> Your assignment: Scan the material below, then work out how many of its lines contain the word "Meadow"; reply with that number only.

[Provided records]

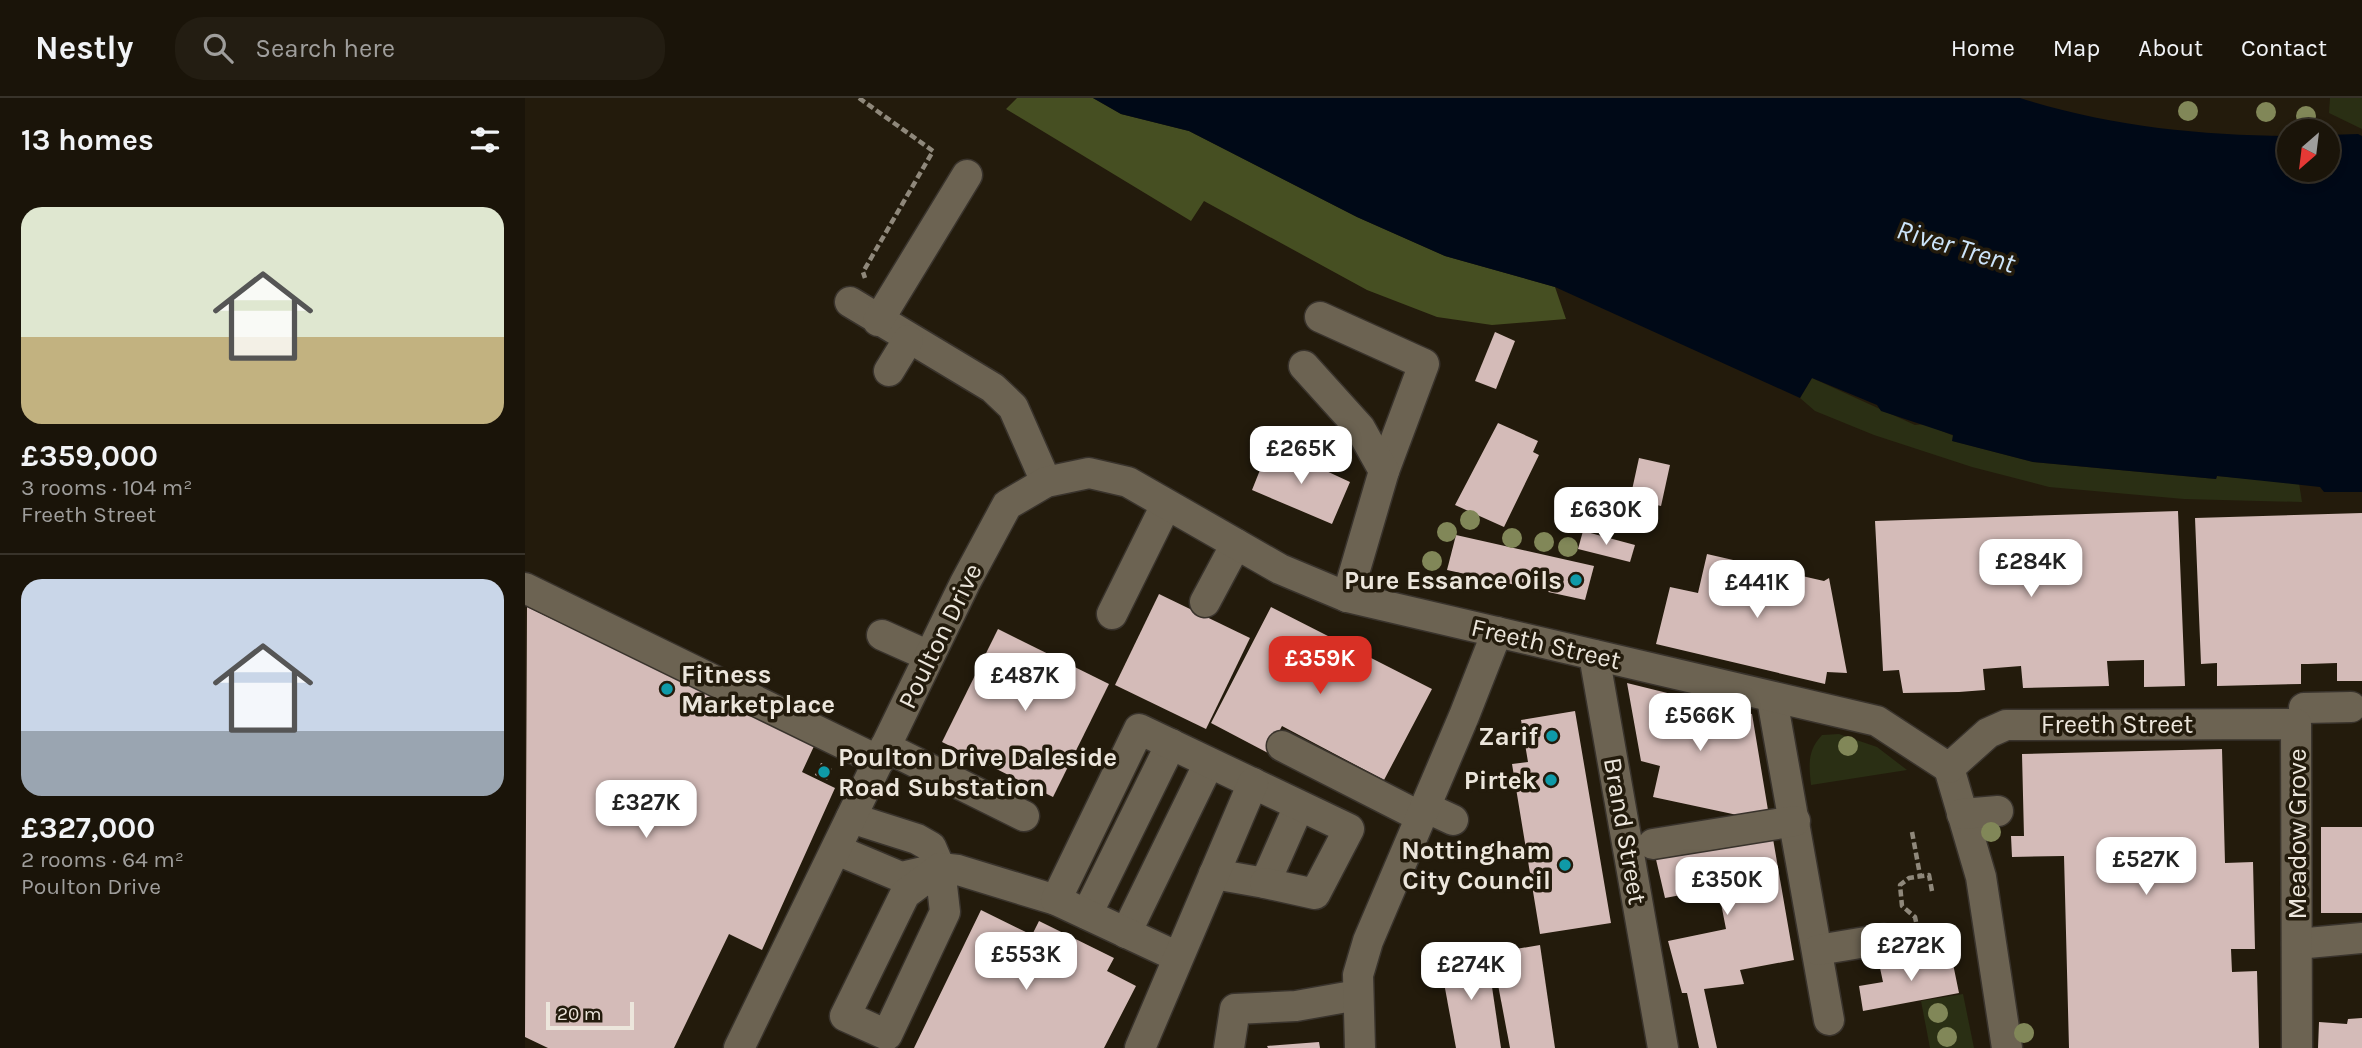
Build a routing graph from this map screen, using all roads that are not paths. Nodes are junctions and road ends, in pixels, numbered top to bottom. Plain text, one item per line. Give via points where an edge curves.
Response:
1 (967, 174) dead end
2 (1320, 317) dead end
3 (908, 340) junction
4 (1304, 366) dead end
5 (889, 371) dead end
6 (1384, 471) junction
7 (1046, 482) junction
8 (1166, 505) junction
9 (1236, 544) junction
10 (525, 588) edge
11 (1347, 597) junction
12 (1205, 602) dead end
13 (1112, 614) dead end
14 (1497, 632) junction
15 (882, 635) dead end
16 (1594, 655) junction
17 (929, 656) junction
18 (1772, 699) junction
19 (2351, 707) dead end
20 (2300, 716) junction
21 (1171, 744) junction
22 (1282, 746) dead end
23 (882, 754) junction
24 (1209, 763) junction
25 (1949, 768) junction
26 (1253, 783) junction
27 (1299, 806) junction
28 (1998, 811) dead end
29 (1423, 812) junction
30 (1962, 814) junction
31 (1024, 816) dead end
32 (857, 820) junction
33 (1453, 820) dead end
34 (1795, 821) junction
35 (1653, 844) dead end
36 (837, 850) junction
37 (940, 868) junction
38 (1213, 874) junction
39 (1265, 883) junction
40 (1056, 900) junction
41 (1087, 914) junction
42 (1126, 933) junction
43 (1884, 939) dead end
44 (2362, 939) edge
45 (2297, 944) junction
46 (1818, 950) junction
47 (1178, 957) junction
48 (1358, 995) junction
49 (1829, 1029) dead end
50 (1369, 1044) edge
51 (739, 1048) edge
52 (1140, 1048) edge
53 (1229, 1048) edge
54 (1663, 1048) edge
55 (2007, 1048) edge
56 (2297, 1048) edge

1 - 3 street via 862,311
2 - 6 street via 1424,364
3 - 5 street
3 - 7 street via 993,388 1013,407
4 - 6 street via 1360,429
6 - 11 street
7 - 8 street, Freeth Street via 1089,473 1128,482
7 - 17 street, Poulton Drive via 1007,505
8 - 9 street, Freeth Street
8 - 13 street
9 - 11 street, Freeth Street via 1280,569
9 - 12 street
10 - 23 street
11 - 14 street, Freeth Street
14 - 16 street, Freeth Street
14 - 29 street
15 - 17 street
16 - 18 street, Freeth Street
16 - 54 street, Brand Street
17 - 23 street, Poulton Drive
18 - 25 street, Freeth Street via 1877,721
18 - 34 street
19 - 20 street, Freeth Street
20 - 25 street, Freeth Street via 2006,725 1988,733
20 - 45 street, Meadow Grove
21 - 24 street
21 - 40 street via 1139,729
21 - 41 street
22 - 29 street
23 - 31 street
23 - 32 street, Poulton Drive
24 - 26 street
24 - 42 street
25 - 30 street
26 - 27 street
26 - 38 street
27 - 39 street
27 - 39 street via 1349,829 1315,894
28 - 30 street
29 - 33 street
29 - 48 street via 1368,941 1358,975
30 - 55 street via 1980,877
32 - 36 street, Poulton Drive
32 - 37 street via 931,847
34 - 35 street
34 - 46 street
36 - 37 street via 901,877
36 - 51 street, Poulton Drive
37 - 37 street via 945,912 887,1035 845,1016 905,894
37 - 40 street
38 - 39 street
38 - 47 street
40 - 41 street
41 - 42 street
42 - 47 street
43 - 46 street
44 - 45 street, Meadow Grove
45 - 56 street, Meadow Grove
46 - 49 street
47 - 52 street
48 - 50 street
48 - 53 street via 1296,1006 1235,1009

[/Provided records]

> Completed exercise: 3